But the presence of Russian personnel at the Shayrat air base prompted U.S. analysts to consider the possibility that Moscow may have known about the hidden stores of sarin beforehand and that they were being prepared for use in an attack.
On Tuesday, Russian President Vladimir Putin told reporters in Moscow that accusations leveled against Syria’s government were a “provocation” and that the gas attack should be investigated by the United Nations.
The White House wants Russia, Syria’s main patron, to “stop the disinformation campaign” and work to prevent Syrian forces from launching additional chemical attacks, a second White House official said.
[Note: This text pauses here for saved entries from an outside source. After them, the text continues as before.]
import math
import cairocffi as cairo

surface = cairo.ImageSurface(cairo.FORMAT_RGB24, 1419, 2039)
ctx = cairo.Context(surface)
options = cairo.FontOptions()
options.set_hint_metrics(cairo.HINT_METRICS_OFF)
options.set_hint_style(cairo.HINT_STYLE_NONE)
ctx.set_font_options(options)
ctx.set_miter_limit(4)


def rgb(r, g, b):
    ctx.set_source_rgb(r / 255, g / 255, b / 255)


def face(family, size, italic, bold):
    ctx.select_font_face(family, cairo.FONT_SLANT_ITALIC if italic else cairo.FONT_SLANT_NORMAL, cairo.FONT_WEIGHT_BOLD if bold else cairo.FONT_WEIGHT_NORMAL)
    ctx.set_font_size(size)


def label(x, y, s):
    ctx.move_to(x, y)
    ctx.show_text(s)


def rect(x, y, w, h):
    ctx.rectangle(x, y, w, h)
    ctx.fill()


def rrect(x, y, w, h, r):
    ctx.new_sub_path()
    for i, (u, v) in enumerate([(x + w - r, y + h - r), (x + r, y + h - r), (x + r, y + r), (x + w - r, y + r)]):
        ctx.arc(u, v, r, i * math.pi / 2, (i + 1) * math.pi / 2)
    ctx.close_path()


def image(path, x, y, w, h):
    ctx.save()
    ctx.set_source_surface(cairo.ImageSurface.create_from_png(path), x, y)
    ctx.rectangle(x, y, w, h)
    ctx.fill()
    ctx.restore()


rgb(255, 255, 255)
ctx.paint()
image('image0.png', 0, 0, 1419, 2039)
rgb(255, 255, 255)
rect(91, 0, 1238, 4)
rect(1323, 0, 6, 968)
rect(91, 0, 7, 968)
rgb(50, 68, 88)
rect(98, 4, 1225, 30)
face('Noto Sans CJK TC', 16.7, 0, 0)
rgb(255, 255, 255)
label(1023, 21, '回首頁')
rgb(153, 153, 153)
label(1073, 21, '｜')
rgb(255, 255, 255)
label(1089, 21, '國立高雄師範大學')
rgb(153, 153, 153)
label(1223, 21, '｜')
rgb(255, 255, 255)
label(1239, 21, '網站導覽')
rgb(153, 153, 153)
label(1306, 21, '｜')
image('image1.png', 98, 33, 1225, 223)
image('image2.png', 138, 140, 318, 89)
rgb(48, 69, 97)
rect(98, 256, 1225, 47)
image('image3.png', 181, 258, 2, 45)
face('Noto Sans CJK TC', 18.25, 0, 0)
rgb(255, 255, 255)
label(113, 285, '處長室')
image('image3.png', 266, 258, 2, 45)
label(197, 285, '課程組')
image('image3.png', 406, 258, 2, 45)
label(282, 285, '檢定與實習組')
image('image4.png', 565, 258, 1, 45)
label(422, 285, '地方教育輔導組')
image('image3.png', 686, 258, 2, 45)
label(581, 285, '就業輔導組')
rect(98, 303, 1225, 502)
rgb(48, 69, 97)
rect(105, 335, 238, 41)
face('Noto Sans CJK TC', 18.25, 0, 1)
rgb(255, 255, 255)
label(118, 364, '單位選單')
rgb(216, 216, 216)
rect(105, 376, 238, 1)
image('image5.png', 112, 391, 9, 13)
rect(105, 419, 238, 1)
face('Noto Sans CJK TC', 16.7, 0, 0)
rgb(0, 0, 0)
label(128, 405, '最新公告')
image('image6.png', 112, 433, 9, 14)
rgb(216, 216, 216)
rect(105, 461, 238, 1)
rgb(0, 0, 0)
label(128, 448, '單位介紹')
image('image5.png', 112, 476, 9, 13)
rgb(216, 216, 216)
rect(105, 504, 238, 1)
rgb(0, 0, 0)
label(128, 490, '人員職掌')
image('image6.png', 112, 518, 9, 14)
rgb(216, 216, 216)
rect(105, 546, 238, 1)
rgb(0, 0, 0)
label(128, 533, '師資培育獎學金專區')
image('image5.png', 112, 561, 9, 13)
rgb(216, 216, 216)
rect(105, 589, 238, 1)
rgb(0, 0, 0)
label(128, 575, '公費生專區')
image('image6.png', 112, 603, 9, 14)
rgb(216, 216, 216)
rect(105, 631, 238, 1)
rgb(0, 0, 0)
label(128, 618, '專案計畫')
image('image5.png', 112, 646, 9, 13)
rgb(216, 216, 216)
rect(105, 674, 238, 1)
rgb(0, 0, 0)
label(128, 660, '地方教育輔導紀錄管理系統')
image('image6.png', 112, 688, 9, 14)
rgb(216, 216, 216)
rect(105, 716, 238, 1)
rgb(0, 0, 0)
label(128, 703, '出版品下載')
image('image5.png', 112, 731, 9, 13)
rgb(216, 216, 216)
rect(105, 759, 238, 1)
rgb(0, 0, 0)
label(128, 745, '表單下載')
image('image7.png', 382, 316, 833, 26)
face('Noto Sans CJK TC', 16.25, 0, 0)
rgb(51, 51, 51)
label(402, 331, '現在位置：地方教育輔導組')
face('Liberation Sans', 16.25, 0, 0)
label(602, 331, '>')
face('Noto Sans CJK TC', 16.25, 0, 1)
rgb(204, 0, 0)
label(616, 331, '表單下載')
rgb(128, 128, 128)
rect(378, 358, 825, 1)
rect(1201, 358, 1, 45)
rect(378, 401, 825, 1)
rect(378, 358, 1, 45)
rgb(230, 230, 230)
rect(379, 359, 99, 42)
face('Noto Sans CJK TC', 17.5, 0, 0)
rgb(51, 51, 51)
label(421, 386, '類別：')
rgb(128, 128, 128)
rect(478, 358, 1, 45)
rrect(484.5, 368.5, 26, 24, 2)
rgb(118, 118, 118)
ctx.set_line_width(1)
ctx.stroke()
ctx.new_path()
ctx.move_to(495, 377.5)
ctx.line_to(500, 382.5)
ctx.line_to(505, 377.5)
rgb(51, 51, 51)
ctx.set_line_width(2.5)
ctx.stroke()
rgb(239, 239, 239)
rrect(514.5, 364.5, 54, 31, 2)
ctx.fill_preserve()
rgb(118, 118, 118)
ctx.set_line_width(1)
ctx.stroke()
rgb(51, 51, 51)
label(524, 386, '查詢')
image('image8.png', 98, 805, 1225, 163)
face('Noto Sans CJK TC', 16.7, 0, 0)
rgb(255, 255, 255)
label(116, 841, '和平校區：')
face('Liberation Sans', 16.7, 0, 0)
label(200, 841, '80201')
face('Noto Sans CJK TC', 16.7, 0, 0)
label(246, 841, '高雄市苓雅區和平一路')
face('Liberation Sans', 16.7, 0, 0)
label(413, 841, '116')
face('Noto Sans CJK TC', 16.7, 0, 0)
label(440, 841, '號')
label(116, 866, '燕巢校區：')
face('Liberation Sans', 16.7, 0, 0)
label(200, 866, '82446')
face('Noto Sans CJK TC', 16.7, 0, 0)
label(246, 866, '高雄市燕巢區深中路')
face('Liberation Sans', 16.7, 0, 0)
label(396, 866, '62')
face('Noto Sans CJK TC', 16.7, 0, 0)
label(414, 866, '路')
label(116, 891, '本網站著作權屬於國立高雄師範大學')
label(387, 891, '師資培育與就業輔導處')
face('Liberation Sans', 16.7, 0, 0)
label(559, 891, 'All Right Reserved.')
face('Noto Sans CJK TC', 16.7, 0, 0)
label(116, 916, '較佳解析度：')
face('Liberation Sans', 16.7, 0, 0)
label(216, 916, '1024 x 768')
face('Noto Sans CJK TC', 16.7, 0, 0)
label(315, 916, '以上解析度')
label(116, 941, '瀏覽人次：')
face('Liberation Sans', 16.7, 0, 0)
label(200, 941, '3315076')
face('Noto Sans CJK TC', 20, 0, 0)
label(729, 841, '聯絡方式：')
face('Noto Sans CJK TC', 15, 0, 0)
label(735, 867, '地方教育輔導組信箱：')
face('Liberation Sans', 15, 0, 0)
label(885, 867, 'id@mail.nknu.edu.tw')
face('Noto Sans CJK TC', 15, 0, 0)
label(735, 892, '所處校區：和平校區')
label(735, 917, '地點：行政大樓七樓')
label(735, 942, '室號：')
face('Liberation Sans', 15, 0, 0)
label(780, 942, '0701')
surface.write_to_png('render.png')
Russia has launched a “very clear campaign to obscure the nature of the attacks,” the official said. Fighters of Islamic State and other terrorist or rebel groups in Syria do not possess sarin, U.S. intelligence officials have asserted.
“This is not a terrorist housing of sarin, or a terrorist use of sarin,” the official said.
U.S intelligence officials have assessed that opposition forces were close to taking a strategic airfield near the west-central Syrian city of Hama and had come within striking range of neighborhoods on the outskirts of the city, gains that could have been a factor in the Syrian decision to launch the gas attack.
“There was a calculus that the regime and perhaps their Russian advisors” made when using chemical weapons, a White House official said, noting that Syrian President Bashar Assad’s forces were “spread quite thin.”